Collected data
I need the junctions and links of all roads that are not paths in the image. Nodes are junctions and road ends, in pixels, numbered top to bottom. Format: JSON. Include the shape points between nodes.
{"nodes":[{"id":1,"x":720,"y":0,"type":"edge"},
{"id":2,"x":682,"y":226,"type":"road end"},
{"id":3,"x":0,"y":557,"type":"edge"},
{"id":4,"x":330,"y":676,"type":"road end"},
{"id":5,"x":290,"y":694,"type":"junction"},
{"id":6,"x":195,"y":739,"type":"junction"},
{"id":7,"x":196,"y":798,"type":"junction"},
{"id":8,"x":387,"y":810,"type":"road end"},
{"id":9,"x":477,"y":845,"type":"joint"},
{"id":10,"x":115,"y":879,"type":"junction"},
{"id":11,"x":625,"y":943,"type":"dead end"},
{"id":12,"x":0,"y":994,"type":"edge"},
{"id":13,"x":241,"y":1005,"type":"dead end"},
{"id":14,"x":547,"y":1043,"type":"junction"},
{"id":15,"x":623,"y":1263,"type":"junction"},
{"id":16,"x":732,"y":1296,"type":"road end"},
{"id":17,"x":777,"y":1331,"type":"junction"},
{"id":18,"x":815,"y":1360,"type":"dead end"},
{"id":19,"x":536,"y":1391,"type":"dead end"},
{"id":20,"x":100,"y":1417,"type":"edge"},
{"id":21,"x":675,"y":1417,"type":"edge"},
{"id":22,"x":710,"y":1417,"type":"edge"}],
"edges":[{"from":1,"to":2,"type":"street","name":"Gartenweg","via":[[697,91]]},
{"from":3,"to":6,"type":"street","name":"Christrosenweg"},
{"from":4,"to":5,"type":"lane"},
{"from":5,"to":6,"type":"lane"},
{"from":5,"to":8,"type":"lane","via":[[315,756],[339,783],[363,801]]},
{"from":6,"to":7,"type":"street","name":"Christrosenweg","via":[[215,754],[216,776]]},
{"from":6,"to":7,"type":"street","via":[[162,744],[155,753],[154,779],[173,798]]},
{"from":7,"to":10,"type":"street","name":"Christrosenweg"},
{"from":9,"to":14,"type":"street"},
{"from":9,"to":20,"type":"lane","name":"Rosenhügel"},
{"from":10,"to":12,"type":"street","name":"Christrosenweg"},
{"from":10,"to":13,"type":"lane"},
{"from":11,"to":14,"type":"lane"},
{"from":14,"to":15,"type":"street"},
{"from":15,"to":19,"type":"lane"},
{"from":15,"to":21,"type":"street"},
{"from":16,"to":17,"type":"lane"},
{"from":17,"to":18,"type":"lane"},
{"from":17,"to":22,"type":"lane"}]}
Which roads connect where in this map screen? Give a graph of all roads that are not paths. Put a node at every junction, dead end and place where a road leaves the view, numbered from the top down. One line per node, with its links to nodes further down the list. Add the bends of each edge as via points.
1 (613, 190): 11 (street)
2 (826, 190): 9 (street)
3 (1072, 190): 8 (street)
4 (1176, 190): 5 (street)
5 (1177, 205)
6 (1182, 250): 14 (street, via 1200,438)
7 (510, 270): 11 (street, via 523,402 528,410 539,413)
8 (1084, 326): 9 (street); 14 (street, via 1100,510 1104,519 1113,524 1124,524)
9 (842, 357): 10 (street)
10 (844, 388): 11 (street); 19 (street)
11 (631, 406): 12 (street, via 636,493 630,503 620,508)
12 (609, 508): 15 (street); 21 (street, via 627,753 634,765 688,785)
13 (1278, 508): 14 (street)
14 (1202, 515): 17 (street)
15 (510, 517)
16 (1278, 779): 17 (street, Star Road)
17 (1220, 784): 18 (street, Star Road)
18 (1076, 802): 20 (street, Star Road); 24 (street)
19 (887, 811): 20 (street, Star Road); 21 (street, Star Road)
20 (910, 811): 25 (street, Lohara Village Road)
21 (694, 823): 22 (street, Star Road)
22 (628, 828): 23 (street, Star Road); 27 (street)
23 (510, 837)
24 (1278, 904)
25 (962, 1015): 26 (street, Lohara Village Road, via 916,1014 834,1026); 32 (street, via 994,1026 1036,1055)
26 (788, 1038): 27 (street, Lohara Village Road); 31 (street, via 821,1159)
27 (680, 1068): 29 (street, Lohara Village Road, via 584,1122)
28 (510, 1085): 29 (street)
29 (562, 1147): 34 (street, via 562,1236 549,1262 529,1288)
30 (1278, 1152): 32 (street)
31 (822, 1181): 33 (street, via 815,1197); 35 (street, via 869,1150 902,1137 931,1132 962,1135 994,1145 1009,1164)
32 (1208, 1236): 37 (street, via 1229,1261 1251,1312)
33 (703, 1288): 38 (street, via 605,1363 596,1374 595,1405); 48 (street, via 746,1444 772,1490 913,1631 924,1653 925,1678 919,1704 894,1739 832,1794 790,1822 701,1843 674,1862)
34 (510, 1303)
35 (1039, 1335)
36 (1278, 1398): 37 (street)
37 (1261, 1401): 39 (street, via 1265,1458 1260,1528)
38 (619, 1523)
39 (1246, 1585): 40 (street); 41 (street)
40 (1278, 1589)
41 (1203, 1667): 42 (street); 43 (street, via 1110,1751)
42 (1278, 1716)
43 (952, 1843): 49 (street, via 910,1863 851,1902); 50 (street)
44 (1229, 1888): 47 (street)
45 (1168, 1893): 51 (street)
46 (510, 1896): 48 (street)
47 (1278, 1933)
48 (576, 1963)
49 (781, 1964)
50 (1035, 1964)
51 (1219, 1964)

**THE PROBLEM:**
With nothing added or dropped, write out every entry.

**ANSWER BOX:**
I need the junctions and links of all roads that are not paths in the image. Nodes are junctions and road ends, in pixels, numbered top to bottom. Format: JSON. Include the shape points between nodes.
{"nodes":[{"id":1,"x":720,"y":0,"type":"edge"},
{"id":2,"x":682,"y":226,"type":"road end"},
{"id":3,"x":0,"y":557,"type":"edge"},
{"id":4,"x":330,"y":676,"type":"road end"},
{"id":5,"x":290,"y":694,"type":"junction"},
{"id":6,"x":195,"y":739,"type":"junction"},
{"id":7,"x":196,"y":798,"type":"junction"},
{"id":8,"x":387,"y":810,"type":"road end"},
{"id":9,"x":477,"y":845,"type":"joint"},
{"id":10,"x":115,"y":879,"type":"junction"},
{"id":11,"x":625,"y":943,"type":"dead end"},
{"id":12,"x":0,"y":994,"type":"edge"},
{"id":13,"x":241,"y":1005,"type":"dead end"},
{"id":14,"x":547,"y":1043,"type":"junction"},
{"id":15,"x":623,"y":1263,"type":"junction"},
{"id":16,"x":732,"y":1296,"type":"road end"},
{"id":17,"x":777,"y":1331,"type":"junction"},
{"id":18,"x":815,"y":1360,"type":"dead end"},
{"id":19,"x":536,"y":1391,"type":"dead end"},
{"id":20,"x":100,"y":1417,"type":"edge"},
{"id":21,"x":675,"y":1417,"type":"edge"},
{"id":22,"x":710,"y":1417,"type":"edge"}],
"edges":[{"from":1,"to":2,"type":"street","name":"Gartenweg","via":[[697,91]]},
{"from":3,"to":6,"type":"street","name":"Christrosenweg"},
{"from":4,"to":5,"type":"lane"},
{"from":5,"to":6,"type":"lane"},
{"from":5,"to":8,"type":"lane","via":[[315,756],[339,783],[363,801]]},
{"from":6,"to":7,"type":"street","name":"Christrosenweg","via":[[215,754],[216,776]]},
{"from":6,"to":7,"type":"street","via":[[162,744],[155,753],[154,779],[173,798]]},
{"from":7,"to":10,"type":"street","name":"Christrosenweg"},
{"from":9,"to":14,"type":"street"},
{"from":9,"to":20,"type":"lane","name":"Rosenhügel"},
{"from":10,"to":12,"type":"street","name":"Christrosenweg"},
{"from":10,"to":13,"type":"lane"},
{"from":11,"to":14,"type":"lane"},
{"from":14,"to":15,"type":"street"},
{"from":15,"to":19,"type":"lane"},
{"from":15,"to":21,"type":"street"},
{"from":16,"to":17,"type":"lane"},
{"from":17,"to":18,"type":"lane"},
{"from":17,"to":22,"type":"lane"}]}
Which roads connect where in this map screen? Give a graph of all roads that are not paths. Put a node at every junction, dead end and place where a road leaves the view, numbered from the top down. One line per node, with its links to nodes further down the list. Add the bends of each edge as via points.
1 (613, 190): 11 (street)
2 (826, 190): 9 (street)
3 (1072, 190): 8 (street)
4 (1176, 190): 5 (street)
5 (1177, 205)
6 (1182, 250): 14 (street, via 1200,438)
7 (510, 270): 11 (street, via 523,402 528,410 539,413)
8 (1084, 326): 9 (street); 14 (street, via 1100,510 1104,519 1113,524 1124,524)
9 (842, 357): 10 (street)
10 (844, 388): 11 (street); 19 (street)
11 (631, 406): 12 (street, via 636,493 630,503 620,508)
12 (609, 508): 15 (street); 21 (street, via 627,753 634,765 688,785)
13 (1278, 508): 14 (street)
14 (1202, 515): 17 (street)
15 (510, 517)
16 (1278, 779): 17 (street, Star Road)
17 (1220, 784): 18 (street, Star Road)
18 (1076, 802): 20 (street, Star Road); 24 (street)
19 (887, 811): 20 (street, Star Road); 21 (street, Star Road)
20 (910, 811): 25 (street, Lohara Village Road)
21 (694, 823): 22 (street, Star Road)
22 (628, 828): 23 (street, Star Road); 27 (street)
23 (510, 837)
24 (1278, 904)
25 (962, 1015): 26 (street, Lohara Village Road, via 916,1014 834,1026); 32 (street, via 994,1026 1036,1055)
26 (788, 1038): 27 (street, Lohara Village Road); 31 (street, via 821,1159)
27 (680, 1068): 29 (street, Lohara Village Road, via 584,1122)
28 (510, 1085): 29 (street)
29 (562, 1147): 34 (street, via 562,1236 549,1262 529,1288)
30 (1278, 1152): 32 (street)
31 (822, 1181): 33 (street, via 815,1197); 35 (street, via 869,1150 902,1137 931,1132 962,1135 994,1145 1009,1164)
32 (1208, 1236): 37 (street, via 1229,1261 1251,1312)
33 (703, 1288): 38 (street, via 605,1363 596,1374 595,1405); 48 (street, via 746,1444 772,1490 913,1631 924,1653 925,1678 919,1704 894,1739 832,1794 790,1822 701,1843 674,1862)
34 (510, 1303)
35 (1039, 1335)
36 (1278, 1398): 37 (street)
37 (1261, 1401): 39 (street, via 1265,1458 1260,1528)
38 (619, 1523)
39 (1246, 1585): 40 (street); 41 (street)
40 (1278, 1589)
41 (1203, 1667): 42 (street); 43 (street, via 1110,1751)
42 (1278, 1716)
43 (952, 1843): 49 (street, via 910,1863 851,1902); 50 (street)
44 (1229, 1888): 47 (street)
45 (1168, 1893): 51 (street)
46 (510, 1896): 48 (street)
47 (1278, 1933)
48 (576, 1963)
49 (781, 1964)
50 (1035, 1964)
51 (1219, 1964)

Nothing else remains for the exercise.